REPUBLIKA.CO.ID, KARAWANG -- Pemkab Karawang, alokasikan Rp 1,3 miliar untuk asuransi usaha tani padi (AUTP). Anggaran tersebut untuk melindungi 40 ribu hektare lahan sawah. Jadi, jika ribuan hektare lahan sawah itu, gagal tanam atau panen akibat bencana dan serangan hama, maka petani akan mendapatkan pengganti melalui asuransi tersebut.
Kepala Dinas Pertanian Kabupaten Karawang, M Hanafi Chaniago, mengatakan, pemkab berupaya memberikan perhatian serius di sektor pertanian. Salah satunya, dengan adanya program peningkatan angggaran untuk subsidi AUTP.
"Kita ingin melindungi petani. Makanya, subsidi dalam bentuk asuransi ini digulirkan," ujar Hanafi, melalui rilis yang diterima Republika, Ahad (10/3).
Hanafi menjelaskan, tahun 2018 lalu asuransi pertanian itu sudah ada. Namun, baru melindungi 20 ribu hektare saja. Di 2019 ini, ada peningkatan subsidi untuk asuransi. Jadi, luasan yang dilindunginya bertambah dari 20 ribu menjadi 40 ribu hektare.

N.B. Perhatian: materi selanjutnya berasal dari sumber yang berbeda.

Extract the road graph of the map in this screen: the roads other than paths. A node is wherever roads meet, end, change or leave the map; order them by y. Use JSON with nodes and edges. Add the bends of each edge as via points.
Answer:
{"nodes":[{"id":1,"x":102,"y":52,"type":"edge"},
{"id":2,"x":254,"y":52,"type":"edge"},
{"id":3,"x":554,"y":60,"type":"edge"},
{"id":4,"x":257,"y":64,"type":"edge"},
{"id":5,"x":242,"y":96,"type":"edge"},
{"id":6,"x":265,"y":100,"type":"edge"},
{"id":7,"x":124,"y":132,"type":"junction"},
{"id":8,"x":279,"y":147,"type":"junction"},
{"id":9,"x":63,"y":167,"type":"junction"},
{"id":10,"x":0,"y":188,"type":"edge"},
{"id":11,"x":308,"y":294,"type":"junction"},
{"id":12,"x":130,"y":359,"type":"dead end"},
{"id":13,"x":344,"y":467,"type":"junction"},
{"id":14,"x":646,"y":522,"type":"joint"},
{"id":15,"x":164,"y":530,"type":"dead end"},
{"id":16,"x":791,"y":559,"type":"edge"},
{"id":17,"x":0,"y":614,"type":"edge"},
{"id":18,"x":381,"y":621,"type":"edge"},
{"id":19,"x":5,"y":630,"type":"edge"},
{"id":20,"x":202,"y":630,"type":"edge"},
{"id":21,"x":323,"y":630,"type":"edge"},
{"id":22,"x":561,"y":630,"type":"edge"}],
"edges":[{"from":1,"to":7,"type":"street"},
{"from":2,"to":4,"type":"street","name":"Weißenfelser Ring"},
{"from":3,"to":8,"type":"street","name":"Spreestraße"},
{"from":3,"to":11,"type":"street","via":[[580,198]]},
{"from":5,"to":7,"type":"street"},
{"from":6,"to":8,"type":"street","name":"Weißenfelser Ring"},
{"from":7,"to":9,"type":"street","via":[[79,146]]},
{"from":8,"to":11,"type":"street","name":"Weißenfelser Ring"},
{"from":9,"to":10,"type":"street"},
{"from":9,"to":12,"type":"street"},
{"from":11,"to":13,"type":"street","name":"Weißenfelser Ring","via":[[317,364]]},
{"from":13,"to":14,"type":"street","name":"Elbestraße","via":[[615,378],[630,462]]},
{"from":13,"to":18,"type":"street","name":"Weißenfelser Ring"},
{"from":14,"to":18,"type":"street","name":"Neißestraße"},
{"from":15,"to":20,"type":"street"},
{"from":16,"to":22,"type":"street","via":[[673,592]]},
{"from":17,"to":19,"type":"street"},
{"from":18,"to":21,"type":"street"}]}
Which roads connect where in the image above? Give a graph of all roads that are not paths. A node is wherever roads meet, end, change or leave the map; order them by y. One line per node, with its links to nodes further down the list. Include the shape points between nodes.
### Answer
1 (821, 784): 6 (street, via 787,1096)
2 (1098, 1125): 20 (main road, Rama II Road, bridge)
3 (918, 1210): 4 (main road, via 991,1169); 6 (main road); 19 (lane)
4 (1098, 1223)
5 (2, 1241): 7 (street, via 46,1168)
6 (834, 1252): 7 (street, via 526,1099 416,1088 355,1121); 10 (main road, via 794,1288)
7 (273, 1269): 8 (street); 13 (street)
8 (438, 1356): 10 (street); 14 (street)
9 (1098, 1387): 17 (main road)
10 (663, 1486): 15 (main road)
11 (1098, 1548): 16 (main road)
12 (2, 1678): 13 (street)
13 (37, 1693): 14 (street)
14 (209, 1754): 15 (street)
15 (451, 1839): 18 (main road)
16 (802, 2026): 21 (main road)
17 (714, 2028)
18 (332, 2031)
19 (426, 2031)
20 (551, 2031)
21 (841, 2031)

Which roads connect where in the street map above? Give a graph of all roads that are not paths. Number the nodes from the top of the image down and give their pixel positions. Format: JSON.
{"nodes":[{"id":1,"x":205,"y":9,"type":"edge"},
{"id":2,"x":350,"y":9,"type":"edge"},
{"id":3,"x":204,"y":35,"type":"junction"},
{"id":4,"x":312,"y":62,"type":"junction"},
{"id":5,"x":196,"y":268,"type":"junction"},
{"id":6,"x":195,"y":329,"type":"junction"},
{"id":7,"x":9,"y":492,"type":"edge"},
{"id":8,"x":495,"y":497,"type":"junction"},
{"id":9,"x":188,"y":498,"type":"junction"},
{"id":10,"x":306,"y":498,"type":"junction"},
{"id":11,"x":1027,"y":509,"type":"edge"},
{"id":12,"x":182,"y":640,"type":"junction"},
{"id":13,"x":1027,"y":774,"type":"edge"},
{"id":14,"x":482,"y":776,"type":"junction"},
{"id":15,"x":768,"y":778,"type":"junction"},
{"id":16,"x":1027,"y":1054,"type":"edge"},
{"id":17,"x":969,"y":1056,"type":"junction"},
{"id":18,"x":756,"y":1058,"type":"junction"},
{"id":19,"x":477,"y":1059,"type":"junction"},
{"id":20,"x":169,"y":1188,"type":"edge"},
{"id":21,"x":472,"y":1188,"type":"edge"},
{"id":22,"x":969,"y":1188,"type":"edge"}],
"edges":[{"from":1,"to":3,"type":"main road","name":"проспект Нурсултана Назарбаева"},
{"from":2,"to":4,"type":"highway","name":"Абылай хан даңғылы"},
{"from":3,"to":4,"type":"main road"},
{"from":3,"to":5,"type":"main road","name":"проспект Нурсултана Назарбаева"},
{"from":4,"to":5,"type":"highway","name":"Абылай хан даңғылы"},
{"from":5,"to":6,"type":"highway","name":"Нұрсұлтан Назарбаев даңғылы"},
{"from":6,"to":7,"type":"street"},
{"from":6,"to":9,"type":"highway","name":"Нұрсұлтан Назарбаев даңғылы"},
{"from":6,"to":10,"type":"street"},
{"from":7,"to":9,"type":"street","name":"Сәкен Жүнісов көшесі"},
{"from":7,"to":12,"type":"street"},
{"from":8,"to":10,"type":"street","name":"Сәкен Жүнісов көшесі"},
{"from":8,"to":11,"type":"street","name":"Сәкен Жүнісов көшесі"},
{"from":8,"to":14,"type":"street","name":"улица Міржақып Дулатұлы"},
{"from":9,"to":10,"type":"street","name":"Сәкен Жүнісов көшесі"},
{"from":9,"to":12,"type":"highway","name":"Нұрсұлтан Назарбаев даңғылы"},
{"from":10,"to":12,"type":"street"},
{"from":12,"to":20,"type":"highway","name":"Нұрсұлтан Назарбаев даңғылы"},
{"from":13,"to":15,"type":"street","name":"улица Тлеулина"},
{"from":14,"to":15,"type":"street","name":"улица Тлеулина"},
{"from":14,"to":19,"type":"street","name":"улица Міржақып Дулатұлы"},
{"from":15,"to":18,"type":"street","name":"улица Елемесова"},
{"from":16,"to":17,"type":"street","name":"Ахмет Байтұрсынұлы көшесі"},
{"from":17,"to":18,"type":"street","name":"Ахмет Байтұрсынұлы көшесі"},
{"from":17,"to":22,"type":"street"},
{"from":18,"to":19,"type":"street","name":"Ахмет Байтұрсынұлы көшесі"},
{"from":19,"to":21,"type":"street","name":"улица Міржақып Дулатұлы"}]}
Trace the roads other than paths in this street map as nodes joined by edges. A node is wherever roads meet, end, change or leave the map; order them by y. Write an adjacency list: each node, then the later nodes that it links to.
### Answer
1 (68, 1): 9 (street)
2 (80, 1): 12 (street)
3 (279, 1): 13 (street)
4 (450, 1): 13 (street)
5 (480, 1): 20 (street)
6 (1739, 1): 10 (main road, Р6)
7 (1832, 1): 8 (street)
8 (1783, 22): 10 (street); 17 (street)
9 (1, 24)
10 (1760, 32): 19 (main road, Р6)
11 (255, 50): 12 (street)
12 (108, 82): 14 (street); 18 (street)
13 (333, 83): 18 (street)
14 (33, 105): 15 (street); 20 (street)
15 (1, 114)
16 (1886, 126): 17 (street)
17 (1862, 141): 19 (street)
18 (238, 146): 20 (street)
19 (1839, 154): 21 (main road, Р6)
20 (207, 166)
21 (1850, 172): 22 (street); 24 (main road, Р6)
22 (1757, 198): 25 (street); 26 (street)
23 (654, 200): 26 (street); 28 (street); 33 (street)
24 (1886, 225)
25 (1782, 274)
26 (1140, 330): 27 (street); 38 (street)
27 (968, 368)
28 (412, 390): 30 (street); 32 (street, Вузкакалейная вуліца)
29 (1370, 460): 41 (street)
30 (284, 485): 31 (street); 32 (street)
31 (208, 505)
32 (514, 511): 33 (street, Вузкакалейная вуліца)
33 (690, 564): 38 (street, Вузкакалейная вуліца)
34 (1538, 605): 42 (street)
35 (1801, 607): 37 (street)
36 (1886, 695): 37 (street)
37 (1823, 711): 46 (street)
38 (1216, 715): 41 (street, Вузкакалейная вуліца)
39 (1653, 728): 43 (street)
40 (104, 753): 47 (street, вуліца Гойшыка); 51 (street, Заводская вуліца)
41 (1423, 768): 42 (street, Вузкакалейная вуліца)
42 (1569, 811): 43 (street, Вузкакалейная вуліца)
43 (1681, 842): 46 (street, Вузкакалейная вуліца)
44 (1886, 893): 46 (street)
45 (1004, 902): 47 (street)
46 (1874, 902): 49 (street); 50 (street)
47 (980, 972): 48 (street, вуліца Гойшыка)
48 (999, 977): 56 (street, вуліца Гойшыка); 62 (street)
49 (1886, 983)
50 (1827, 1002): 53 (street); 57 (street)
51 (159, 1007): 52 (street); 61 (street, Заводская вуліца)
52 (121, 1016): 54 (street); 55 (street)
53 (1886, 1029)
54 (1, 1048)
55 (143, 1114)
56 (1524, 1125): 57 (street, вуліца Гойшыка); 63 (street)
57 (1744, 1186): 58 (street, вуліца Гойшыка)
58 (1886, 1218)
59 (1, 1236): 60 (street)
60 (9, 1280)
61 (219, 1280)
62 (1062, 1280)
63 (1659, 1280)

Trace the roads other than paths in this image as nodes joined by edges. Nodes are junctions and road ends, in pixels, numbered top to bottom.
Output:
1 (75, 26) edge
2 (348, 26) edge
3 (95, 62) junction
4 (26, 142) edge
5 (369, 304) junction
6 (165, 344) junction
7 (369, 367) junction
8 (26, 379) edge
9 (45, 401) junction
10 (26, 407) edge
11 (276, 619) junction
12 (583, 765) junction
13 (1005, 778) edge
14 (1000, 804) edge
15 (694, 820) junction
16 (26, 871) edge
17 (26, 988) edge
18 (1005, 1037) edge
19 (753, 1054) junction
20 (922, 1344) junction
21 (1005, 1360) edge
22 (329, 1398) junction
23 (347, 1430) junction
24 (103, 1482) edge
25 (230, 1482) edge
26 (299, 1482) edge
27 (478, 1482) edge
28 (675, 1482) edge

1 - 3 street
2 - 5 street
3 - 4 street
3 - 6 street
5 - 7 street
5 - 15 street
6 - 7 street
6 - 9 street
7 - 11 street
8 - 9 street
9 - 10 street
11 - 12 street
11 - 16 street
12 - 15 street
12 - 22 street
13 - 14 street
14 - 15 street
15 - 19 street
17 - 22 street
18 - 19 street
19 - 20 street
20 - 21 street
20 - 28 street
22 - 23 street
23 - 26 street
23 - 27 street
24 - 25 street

Hanafi menjelaskan, bantuan ini berupa premi asuransi. Peruntukannya bagi petani yang memiliki lahan sedikit. Dengan jumlah kepemilikan, maksimal hanya satu hektare.
Pemerintah, membayarkan premi asuransinya sebesar Rp 180 ribu per hektarenya. Dari, nilai premi itu ada subsidi dari pemerintah pusat, sebesar 80 persen atau Rp 144 ribu. Sedangkan, sisanya Rp 36 ribu merupakan subsidi dari daerah, melalui APBD kabupaten.
"Ini, merupakan upaya kita untuk meningkatkan kesejahteraan para petani," ujarnya.
Adapun keuntungan yang diterima petani, lanjutnya, yaitu setiap sawah yang terdampak bencana atau serangan hama, akan mendapat ganti rugi sebesar Rp 6 juta per hektare. Jadi, sawah yang mendapat penggantian asuransi ini, jika mengalami gagal tanam atau panen.
Sementara itu, Wakil Ketua KTNA Kabupaten Karawang, Ijam Sudjana, menilai, asuransi pertanian ini akan menghamburkan uang APBD saja. Alasannya, selama ini sudah banyak petani yang ikut asuransi pertanian.
Namun, saat ada kerusakan akibat serangan hama, ternyata proses klaimnya ribet dan bertele-tele. "Selain itu, tidak ada kejelasan kerusakan seperti apa yang bisa dicover oleh asuransi. Sebab, saya pribadi sudah mengalami, saat areal sawah rusak diserang hama. Saat akan diklaim, oleh pihak perusahaan asuransinya di tolak dengan berbagai alasan," ujar Ijam.
Padahal, sambung dia, dirinya merupakan pengurus dari organisasi petani. Namun, mendapat perlakuan yang tidak menyenangkan dari perusahaan asuransinya. Apalagi, petani biasa.
Karena itu, pihaknya menyarankan supaya kebijakan ini dikaji ulang. Jangan sampai, uang APBD keluar percuma. Sedangkan, masalah petani tetap tidak ada solusinya.
Jika asuransi pertanian ini, memang membantu petani, lanjut Ijam, sebaiknya pemkab berkerjasama dengan perusahaan asuransi yang kapabilitasnya diakui. Sehingga, ketika disuatu hari ada serangan hama yang cukup sporadis atau ada bencana, yang mengakibatkan gagal tanam serta panen, maka asuransi petani itu bisa diklaimkan.
"Jangan sampai, sudah ada asuransi, ketika petani kesusahan akibat gagal tanam dan panen, klaimnya tak bisa cair," jelasnya.